*** Opening of Given data ***

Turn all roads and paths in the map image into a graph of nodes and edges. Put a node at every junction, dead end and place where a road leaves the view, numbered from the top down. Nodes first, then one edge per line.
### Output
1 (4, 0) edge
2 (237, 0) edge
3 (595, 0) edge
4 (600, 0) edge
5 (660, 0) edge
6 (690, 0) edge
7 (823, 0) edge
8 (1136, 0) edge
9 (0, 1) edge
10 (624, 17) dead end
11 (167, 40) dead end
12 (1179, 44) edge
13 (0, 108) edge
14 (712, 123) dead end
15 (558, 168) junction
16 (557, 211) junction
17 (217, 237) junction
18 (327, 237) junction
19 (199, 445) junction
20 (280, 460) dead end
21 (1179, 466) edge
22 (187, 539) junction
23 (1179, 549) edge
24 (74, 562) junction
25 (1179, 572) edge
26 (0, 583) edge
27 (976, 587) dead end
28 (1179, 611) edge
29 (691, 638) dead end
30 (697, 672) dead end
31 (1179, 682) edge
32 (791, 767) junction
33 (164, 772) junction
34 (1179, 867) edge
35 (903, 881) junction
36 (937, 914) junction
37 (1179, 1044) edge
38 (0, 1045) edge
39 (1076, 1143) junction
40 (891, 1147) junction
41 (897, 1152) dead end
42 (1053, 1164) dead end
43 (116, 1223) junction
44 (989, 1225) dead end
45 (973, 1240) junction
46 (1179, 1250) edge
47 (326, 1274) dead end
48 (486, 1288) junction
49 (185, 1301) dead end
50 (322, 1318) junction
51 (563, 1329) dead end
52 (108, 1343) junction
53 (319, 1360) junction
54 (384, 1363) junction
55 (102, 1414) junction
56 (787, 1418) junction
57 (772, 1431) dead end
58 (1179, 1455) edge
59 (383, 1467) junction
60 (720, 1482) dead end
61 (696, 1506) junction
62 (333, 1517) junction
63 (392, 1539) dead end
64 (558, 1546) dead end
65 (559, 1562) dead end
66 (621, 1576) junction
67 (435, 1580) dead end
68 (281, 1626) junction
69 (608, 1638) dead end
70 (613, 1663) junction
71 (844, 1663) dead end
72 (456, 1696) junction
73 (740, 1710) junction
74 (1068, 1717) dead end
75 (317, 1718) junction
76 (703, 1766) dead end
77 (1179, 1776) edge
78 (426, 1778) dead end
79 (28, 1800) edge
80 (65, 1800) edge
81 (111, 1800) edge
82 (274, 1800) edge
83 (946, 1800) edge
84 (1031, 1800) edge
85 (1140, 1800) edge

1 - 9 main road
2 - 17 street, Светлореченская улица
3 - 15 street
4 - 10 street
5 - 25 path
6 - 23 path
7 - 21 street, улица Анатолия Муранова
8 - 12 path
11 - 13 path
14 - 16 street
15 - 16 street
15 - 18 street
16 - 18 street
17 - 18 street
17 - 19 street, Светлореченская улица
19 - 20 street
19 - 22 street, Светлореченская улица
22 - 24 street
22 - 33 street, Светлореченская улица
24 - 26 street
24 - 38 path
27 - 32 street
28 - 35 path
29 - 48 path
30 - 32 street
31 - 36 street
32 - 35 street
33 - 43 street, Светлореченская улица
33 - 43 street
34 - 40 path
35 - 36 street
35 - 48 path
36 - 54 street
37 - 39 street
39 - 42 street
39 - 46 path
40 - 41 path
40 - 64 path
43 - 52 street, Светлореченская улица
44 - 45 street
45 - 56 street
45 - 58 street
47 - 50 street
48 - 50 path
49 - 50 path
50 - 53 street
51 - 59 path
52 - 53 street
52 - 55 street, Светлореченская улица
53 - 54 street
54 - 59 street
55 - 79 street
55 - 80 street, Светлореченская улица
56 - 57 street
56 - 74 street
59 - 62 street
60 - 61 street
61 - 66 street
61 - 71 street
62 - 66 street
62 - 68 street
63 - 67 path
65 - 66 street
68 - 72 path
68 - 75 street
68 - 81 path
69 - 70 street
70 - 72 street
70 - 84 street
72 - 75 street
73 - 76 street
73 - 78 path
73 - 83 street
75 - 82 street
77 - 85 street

*** Close of Given data ***

◆ Task item ◆
Reproduce the records above in full and with exact wording.

◆ Response to the exercise ◆
Turn all roads and paths in the map image into a graph of nodes and edges. Put a node at every junction, dead end and place where a road leaves the view, numbered from the top down. Nodes first, then one edge per line.
### Output
1 (4, 0) edge
2 (237, 0) edge
3 (595, 0) edge
4 (600, 0) edge
5 (660, 0) edge
6 (690, 0) edge
7 (823, 0) edge
8 (1136, 0) edge
9 (0, 1) edge
10 (624, 17) dead end
11 (167, 40) dead end
12 (1179, 44) edge
13 (0, 108) edge
14 (712, 123) dead end
15 (558, 168) junction
16 (557, 211) junction
17 (217, 237) junction
18 (327, 237) junction
19 (199, 445) junction
20 (280, 460) dead end
21 (1179, 466) edge
22 (187, 539) junction
23 (1179, 549) edge
24 (74, 562) junction
25 (1179, 572) edge
26 (0, 583) edge
27 (976, 587) dead end
28 (1179, 611) edge
29 (691, 638) dead end
30 (697, 672) dead end
31 (1179, 682) edge
32 (791, 767) junction
33 (164, 772) junction
34 (1179, 867) edge
35 (903, 881) junction
36 (937, 914) junction
37 (1179, 1044) edge
38 (0, 1045) edge
39 (1076, 1143) junction
40 (891, 1147) junction
41 (897, 1152) dead end
42 (1053, 1164) dead end
43 (116, 1223) junction
44 (989, 1225) dead end
45 (973, 1240) junction
46 (1179, 1250) edge
47 (326, 1274) dead end
48 (486, 1288) junction
49 (185, 1301) dead end
50 (322, 1318) junction
51 (563, 1329) dead end
52 (108, 1343) junction
53 (319, 1360) junction
54 (384, 1363) junction
55 (102, 1414) junction
56 (787, 1418) junction
57 (772, 1431) dead end
58 (1179, 1455) edge
59 (383, 1467) junction
60 (720, 1482) dead end
61 (696, 1506) junction
62 (333, 1517) junction
63 (392, 1539) dead end
64 (558, 1546) dead end
65 (559, 1562) dead end
66 (621, 1576) junction
67 (435, 1580) dead end
68 (281, 1626) junction
69 (608, 1638) dead end
70 (613, 1663) junction
71 (844, 1663) dead end
72 (456, 1696) junction
73 (740, 1710) junction
74 (1068, 1717) dead end
75 (317, 1718) junction
76 (703, 1766) dead end
77 (1179, 1776) edge
78 (426, 1778) dead end
79 (28, 1800) edge
80 (65, 1800) edge
81 (111, 1800) edge
82 (274, 1800) edge
83 (946, 1800) edge
84 (1031, 1800) edge
85 (1140, 1800) edge

1 - 9 main road
2 - 17 street, Светлореченская улица
3 - 15 street
4 - 10 street
5 - 25 path
6 - 23 path
7 - 21 street, улица Анатолия Муранова
8 - 12 path
11 - 13 path
14 - 16 street
15 - 16 street
15 - 18 street
16 - 18 street
17 - 18 street
17 - 19 street, Светлореченская улица
19 - 20 street
19 - 22 street, Светлореченская улица
22 - 24 street
22 - 33 street, Светлореченская улица
24 - 26 street
24 - 38 path
27 - 32 street
28 - 35 path
29 - 48 path
30 - 32 street
31 - 36 street
32 - 35 street
33 - 43 street, Светлореченская улица
33 - 43 street
34 - 40 path
35 - 36 street
35 - 48 path
36 - 54 street
37 - 39 street
39 - 42 street
39 - 46 path
40 - 41 path
40 - 64 path
43 - 52 street, Светлореченская улица
44 - 45 street
45 - 56 street
45 - 58 street
47 - 50 street
48 - 50 path
49 - 50 path
50 - 53 street
51 - 59 path
52 - 53 street
52 - 55 street, Светлореченская улица
53 - 54 street
54 - 59 street
55 - 79 street
55 - 80 street, Светлореченская улица
56 - 57 street
56 - 74 street
59 - 62 street
60 - 61 street
61 - 66 street
61 - 71 street
62 - 66 street
62 - 68 street
63 - 67 path
65 - 66 street
68 - 72 path
68 - 75 street
68 - 81 path
69 - 70 street
70 - 72 street
70 - 84 street
72 - 75 street
73 - 76 street
73 - 78 path
73 - 83 street
75 - 82 street
77 - 85 street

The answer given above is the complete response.